My husband and I didn’t always agree, but ultimately we found a sort of solution or one of us had to compromise. Although we tried not to ‘disagree’ on parenting decisions in front of our redheads, it didn’t always happen and it made things worse when we argued about it in front of the kids – bad idea. I admit it drove us to a lot of prayer for wisdom and some days I shed a lot of tears. * * * * * * * * * * * * * * For those parenting alone like single parents, grandparents, siblings, I suppose it must feel like it’s all on your shoulders. Except for my husband's frequent absences for several months at a time due to his job, I haven’t been in that sort of permanent situation personally.

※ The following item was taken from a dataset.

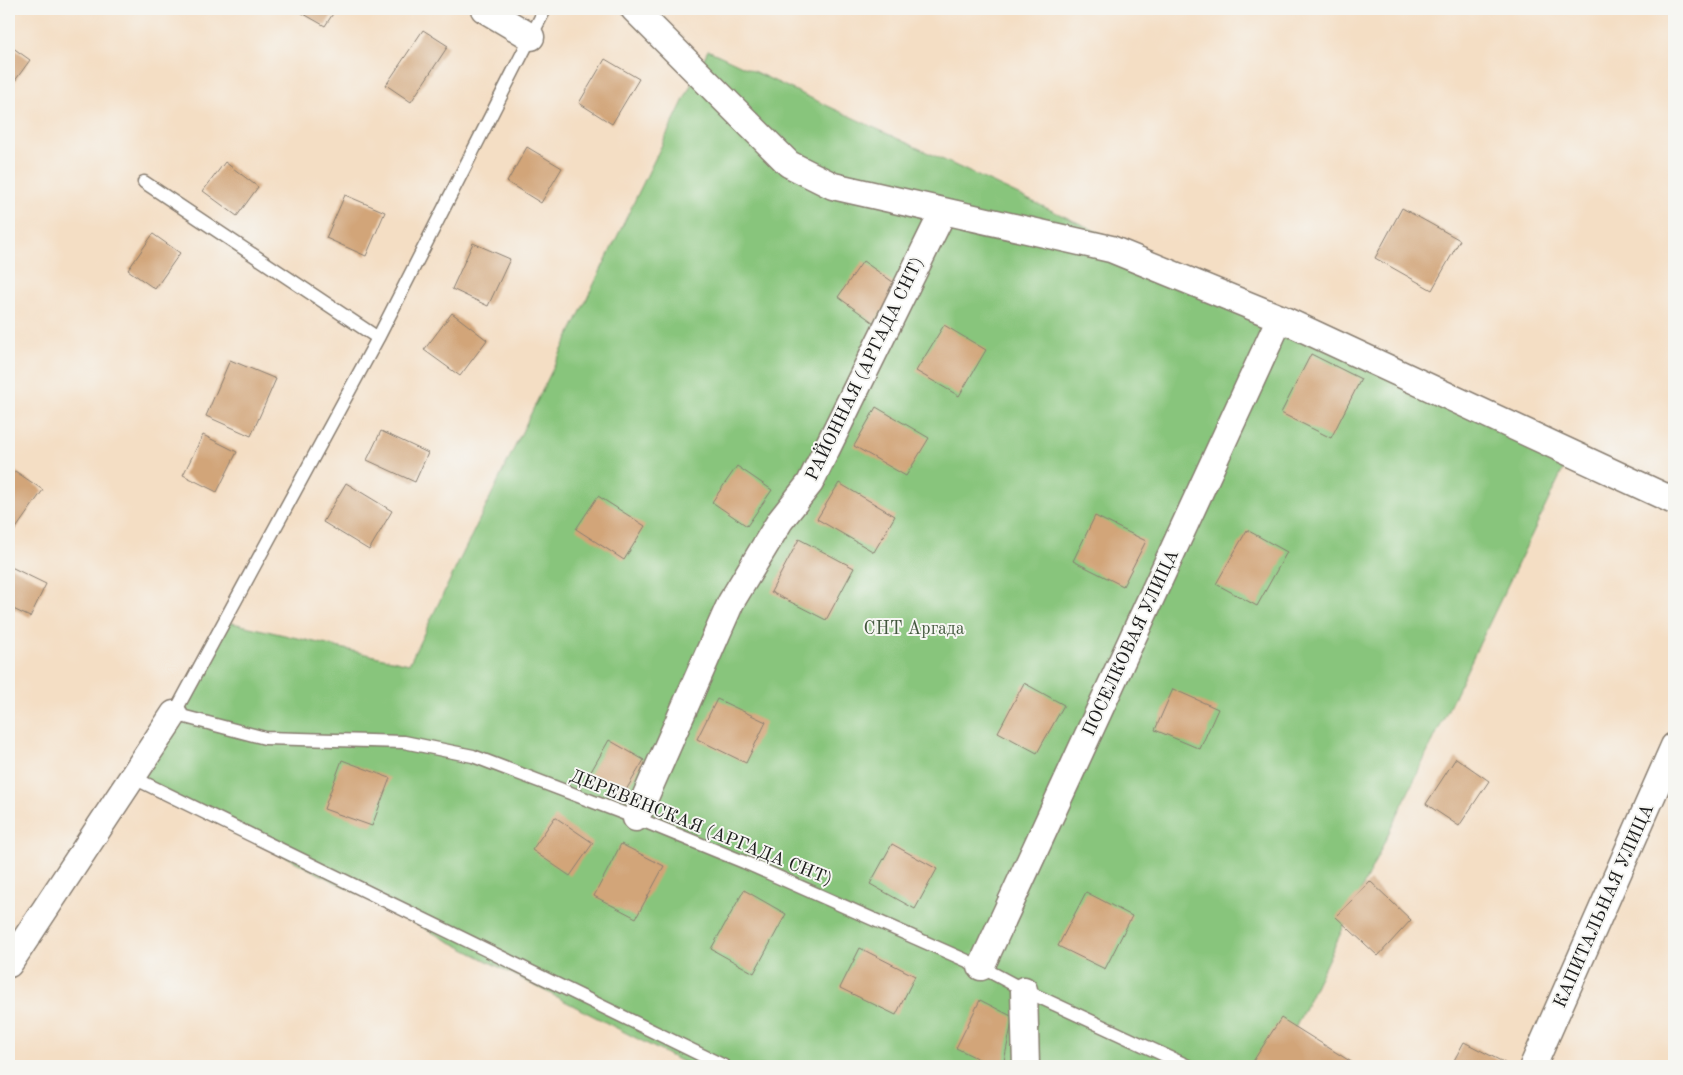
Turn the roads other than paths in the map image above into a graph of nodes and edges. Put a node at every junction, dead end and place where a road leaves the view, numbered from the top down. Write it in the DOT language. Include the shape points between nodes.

However, I have many family members doing just that; I admire them and see how difficult it can be. I guess my advice is don’t be afraid to ask for advice and help from family, clergy, friends, the community, teachers, etc.

SO, WHAT PARENTING STYLE are you?Depending on which expert you listen to, there are anywhere from 3 to 5 or so different parenting styles and some are included here. These aren't hard and fast but more general descriptions of patterns. Probably our own style becomes a mix of several of these. (These really describe what we would consider ‘normal’ parenting, not abusive or severely deviant homes.) -- Permissive or Indulgent style Very open and agreeable, supportive and often emphasize your chiid’s self-goals, may be conforming and too lenient, like to motivate child from behind the scenes. Place very few boundaries, limits, or demands on them. Tend to want to be liked by them and not want to be too strict.
-- Collaborative or team player style Like to share responsibilities, not like being in leadership role, rarely bossy, can be undisciplined, can be manipulative in order to control, reacts easily.
-- Dictatorial or domineering style Controlling, the authority, can be strict and inflexible, tend to be efficient and decisive, task-oriented, and often strict. Usually not discuss reasons for rules and boundaries. Expected to conform and comply to rules and directions without question.
-- Uninvolved or neglectful style Hands-off and detached with children yet still providing basic needs. No limits are set and are unsupportive. Tend to be more interested in their own lives than the children and are uninterested with little affection toward them.
-- Balanced or authoritative style Nurturing with expectations, rules and boundaries yet allow dialogue between family members, stress independence and making own decisions yet with limits, expect maturity, discipline without being harsh, able to build self-esteem and worth in the children. Not overly controlling. The PREFERRED style.
LEGACIES The parenting styles of our own parents or caregivers influence us in a positive or a negative way. It helps to identify those parenting behaviors we learned from others --- then keep the good stuff and get rid of the negative stuff. Pass on the good traits and actions and stop the bad. - What's the legacy from the people who raised you?
- What's your legacy going to be?
If you want to explore this more, I encourage you to fill out this free 2-page 'Family Legacy Quiz' - just CLICK HERE. (This downloads a 2-page PDF document in a new window. If you don't have 'Adobe Reader' to open PDF files, you can download it free from their website by clicking HERE.)
* * * * * * * * * * * * *I believe good parenting skills CAN be learned by reading, watching other families, research, classes, and staying teachable. It's tough sometimes and we're all just trying to do the best we can. BUT there is help out there so don't be afraid to seek it out while raising your red heads..... Blessings to you in your journey.